PROMPT:
Each line of the data has to be retyped exactly as it is.

___

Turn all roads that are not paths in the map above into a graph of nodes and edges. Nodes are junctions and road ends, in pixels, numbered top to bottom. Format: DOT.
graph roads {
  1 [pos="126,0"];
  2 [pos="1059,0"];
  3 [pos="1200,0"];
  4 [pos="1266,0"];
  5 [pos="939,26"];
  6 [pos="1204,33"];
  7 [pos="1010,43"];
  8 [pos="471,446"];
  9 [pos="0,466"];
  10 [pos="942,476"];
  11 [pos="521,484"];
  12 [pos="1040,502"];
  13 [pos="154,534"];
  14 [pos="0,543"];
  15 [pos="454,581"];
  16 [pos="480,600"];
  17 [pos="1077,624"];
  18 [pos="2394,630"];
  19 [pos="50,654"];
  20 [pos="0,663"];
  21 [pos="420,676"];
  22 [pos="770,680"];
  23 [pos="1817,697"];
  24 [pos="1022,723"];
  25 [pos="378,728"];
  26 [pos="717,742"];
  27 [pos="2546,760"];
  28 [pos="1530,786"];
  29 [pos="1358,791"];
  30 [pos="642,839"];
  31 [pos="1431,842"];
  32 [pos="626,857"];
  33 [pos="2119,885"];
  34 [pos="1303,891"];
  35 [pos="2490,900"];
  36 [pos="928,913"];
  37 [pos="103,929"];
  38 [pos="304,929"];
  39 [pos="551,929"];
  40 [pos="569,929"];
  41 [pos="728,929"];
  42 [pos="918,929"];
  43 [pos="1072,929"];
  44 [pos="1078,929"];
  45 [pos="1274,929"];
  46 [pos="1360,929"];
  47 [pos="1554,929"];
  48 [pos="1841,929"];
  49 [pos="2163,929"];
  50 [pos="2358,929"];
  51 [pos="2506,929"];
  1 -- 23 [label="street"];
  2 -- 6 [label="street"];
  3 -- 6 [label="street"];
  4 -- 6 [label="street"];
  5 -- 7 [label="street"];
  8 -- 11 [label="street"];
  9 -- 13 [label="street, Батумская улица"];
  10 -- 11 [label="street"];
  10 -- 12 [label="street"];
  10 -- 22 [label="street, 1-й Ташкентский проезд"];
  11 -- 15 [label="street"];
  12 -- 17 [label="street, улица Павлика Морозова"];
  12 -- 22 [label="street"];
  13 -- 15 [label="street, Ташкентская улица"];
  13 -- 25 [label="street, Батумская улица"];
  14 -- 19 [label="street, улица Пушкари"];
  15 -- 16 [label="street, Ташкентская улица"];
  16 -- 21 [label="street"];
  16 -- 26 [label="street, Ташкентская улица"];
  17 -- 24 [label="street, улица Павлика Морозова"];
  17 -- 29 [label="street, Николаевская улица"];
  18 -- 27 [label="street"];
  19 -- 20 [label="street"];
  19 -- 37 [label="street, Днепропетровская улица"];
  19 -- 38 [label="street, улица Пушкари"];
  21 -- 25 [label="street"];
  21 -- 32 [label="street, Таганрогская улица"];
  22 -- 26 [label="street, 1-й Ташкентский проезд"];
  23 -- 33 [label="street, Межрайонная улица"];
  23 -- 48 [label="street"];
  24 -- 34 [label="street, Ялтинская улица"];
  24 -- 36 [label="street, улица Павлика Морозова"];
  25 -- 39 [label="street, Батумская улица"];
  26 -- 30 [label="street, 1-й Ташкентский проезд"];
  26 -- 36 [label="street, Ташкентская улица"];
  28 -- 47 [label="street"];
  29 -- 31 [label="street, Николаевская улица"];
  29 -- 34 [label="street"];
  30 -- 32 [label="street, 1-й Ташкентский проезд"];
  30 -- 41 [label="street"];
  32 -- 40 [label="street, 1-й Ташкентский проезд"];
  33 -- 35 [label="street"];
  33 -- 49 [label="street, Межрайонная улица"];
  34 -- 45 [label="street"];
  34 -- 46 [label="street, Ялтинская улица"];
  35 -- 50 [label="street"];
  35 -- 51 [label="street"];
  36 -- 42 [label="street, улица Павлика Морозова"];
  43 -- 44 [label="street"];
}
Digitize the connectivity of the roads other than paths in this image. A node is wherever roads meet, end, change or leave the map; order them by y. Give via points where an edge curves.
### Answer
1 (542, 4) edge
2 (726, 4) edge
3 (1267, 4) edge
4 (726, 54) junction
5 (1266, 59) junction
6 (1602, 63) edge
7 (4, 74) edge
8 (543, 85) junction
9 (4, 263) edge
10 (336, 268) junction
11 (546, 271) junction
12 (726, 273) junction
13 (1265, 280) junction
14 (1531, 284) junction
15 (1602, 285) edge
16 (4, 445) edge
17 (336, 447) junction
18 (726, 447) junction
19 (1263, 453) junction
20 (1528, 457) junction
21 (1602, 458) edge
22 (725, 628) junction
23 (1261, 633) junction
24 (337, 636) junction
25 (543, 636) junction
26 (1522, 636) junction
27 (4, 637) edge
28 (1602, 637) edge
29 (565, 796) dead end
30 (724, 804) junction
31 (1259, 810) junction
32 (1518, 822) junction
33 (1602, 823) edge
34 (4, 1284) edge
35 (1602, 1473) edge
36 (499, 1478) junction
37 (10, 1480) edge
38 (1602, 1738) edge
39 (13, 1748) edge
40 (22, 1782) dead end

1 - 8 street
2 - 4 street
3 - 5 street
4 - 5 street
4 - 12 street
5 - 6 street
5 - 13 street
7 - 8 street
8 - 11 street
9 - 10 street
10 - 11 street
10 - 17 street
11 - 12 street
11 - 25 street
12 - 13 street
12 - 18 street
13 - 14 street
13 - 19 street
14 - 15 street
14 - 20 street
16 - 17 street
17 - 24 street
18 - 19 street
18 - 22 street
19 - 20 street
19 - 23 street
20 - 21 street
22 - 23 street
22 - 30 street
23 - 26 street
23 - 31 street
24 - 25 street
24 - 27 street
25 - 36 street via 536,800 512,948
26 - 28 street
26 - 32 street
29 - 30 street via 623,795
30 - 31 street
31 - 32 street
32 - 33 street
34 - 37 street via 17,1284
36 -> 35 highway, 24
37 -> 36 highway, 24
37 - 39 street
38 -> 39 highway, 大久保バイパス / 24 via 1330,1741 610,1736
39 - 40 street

___

TASK OUTPUT:
Turn all roads that are not paths in the map above into a graph of nodes and edges. Nodes are junctions and road ends, in pixels, numbered top to bottom. Format: DOT.
graph roads {
  1 [pos="126,0"];
  2 [pos="1059,0"];
  3 [pos="1200,0"];
  4 [pos="1266,0"];
  5 [pos="939,26"];
  6 [pos="1204,33"];
  7 [pos="1010,43"];
  8 [pos="471,446"];
  9 [pos="0,466"];
  10 [pos="942,476"];
  11 [pos="521,484"];
  12 [pos="1040,502"];
  13 [pos="154,534"];
  14 [pos="0,543"];
  15 [pos="454,581"];
  16 [pos="480,600"];
  17 [pos="1077,624"];
  18 [pos="2394,630"];
  19 [pos="50,654"];
  20 [pos="0,663"];
  21 [pos="420,676"];
  22 [pos="770,680"];
  23 [pos="1817,697"];
  24 [pos="1022,723"];
  25 [pos="378,728"];
  26 [pos="717,742"];
  27 [pos="2546,760"];
  28 [pos="1530,786"];
  29 [pos="1358,791"];
  30 [pos="642,839"];
  31 [pos="1431,842"];
  32 [pos="626,857"];
  33 [pos="2119,885"];
  34 [pos="1303,891"];
  35 [pos="2490,900"];
  36 [pos="928,913"];
  37 [pos="103,929"];
  38 [pos="304,929"];
  39 [pos="551,929"];
  40 [pos="569,929"];
  41 [pos="728,929"];
  42 [pos="918,929"];
  43 [pos="1072,929"];
  44 [pos="1078,929"];
  45 [pos="1274,929"];
  46 [pos="1360,929"];
  47 [pos="1554,929"];
  48 [pos="1841,929"];
  49 [pos="2163,929"];
  50 [pos="2358,929"];
  51 [pos="2506,929"];
  1 -- 23 [label="street"];
  2 -- 6 [label="street"];
  3 -- 6 [label="street"];
  4 -- 6 [label="street"];
  5 -- 7 [label="street"];
  8 -- 11 [label="street"];
  9 -- 13 [label="street, Батумская улица"];
  10 -- 11 [label="street"];
  10 -- 12 [label="street"];
  10 -- 22 [label="street, 1-й Ташкентский проезд"];
  11 -- 15 [label="street"];
  12 -- 17 [label="street, улица Павлика Морозова"];
  12 -- 22 [label="street"];
  13 -- 15 [label="street, Ташкентская улица"];
  13 -- 25 [label="street, Батумская улица"];
  14 -- 19 [label="street, улица Пушкари"];
  15 -- 16 [label="street, Ташкентская улица"];
  16 -- 21 [label="street"];
  16 -- 26 [label="street, Ташкентская улица"];
  17 -- 24 [label="street, улица Павлика Морозова"];
  17 -- 29 [label="street, Николаевская улица"];
  18 -- 27 [label="street"];
  19 -- 20 [label="street"];
  19 -- 37 [label="street, Днепропетровская улица"];
  19 -- 38 [label="street, улица Пушкари"];
  21 -- 25 [label="street"];
  21 -- 32 [label="street, Таганрогская улица"];
  22 -- 26 [label="street, 1-й Ташкентский проезд"];
  23 -- 33 [label="street, Межрайонная улица"];
  23 -- 48 [label="street"];
  24 -- 34 [label="street, Ялтинская улица"];
  24 -- 36 [label="street, улица Павлика Морозова"];
  25 -- 39 [label="street, Батумская улица"];
  26 -- 30 [label="street, 1-й Ташкентский проезд"];
  26 -- 36 [label="street, Ташкентская улица"];
  28 -- 47 [label="street"];
  29 -- 31 [label="street, Николаевская улица"];
  29 -- 34 [label="street"];
  30 -- 32 [label="street, 1-й Ташкентский проезд"];
  30 -- 41 [label="street"];
  32 -- 40 [label="street, 1-й Ташкентский проезд"];
  33 -- 35 [label="street"];
  33 -- 49 [label="street, Межрайонная улица"];
  34 -- 45 [label="street"];
  34 -- 46 [label="street, Ялтинская улица"];
  35 -- 50 [label="street"];
  35 -- 51 [label="street"];
  36 -- 42 [label="street, улица Павлика Морозова"];
  43 -- 44 [label="street"];
}
Digitize the connectivity of the roads other than paths in this image. A node is wherever roads meet, end, change or leave the map; order them by y. Give via points where an edge curves.
### Answer
1 (542, 4) edge
2 (726, 4) edge
3 (1267, 4) edge
4 (726, 54) junction
5 (1266, 59) junction
6 (1602, 63) edge
7 (4, 74) edge
8 (543, 85) junction
9 (4, 263) edge
10 (336, 268) junction
11 (546, 271) junction
12 (726, 273) junction
13 (1265, 280) junction
14 (1531, 284) junction
15 (1602, 285) edge
16 (4, 445) edge
17 (336, 447) junction
18 (726, 447) junction
19 (1263, 453) junction
20 (1528, 457) junction
21 (1602, 458) edge
22 (725, 628) junction
23 (1261, 633) junction
24 (337, 636) junction
25 (543, 636) junction
26 (1522, 636) junction
27 (4, 637) edge
28 (1602, 637) edge
29 (565, 796) dead end
30 (724, 804) junction
31 (1259, 810) junction
32 (1518, 822) junction
33 (1602, 823) edge
34 (4, 1284) edge
35 (1602, 1473) edge
36 (499, 1478) junction
37 (10, 1480) edge
38 (1602, 1738) edge
39 (13, 1748) edge
40 (22, 1782) dead end

1 - 8 street
2 - 4 street
3 - 5 street
4 - 5 street
4 - 12 street
5 - 6 street
5 - 13 street
7 - 8 street
8 - 11 street
9 - 10 street
10 - 11 street
10 - 17 street
11 - 12 street
11 - 25 street
12 - 13 street
12 - 18 street
13 - 14 street
13 - 19 street
14 - 15 street
14 - 20 street
16 - 17 street
17 - 24 street
18 - 19 street
18 - 22 street
19 - 20 street
19 - 23 street
20 - 21 street
22 - 23 street
22 - 30 street
23 - 26 street
23 - 31 street
24 - 25 street
24 - 27 street
25 - 36 street via 536,800 512,948
26 - 28 street
26 - 32 street
29 - 30 street via 623,795
30 - 31 street
31 - 32 street
32 - 33 street
34 - 37 street via 17,1284
36 -> 35 highway, 24
37 -> 36 highway, 24
37 - 39 street
38 -> 39 highway, 大久保バイパス / 24 via 1330,1741 610,1736
39 - 40 street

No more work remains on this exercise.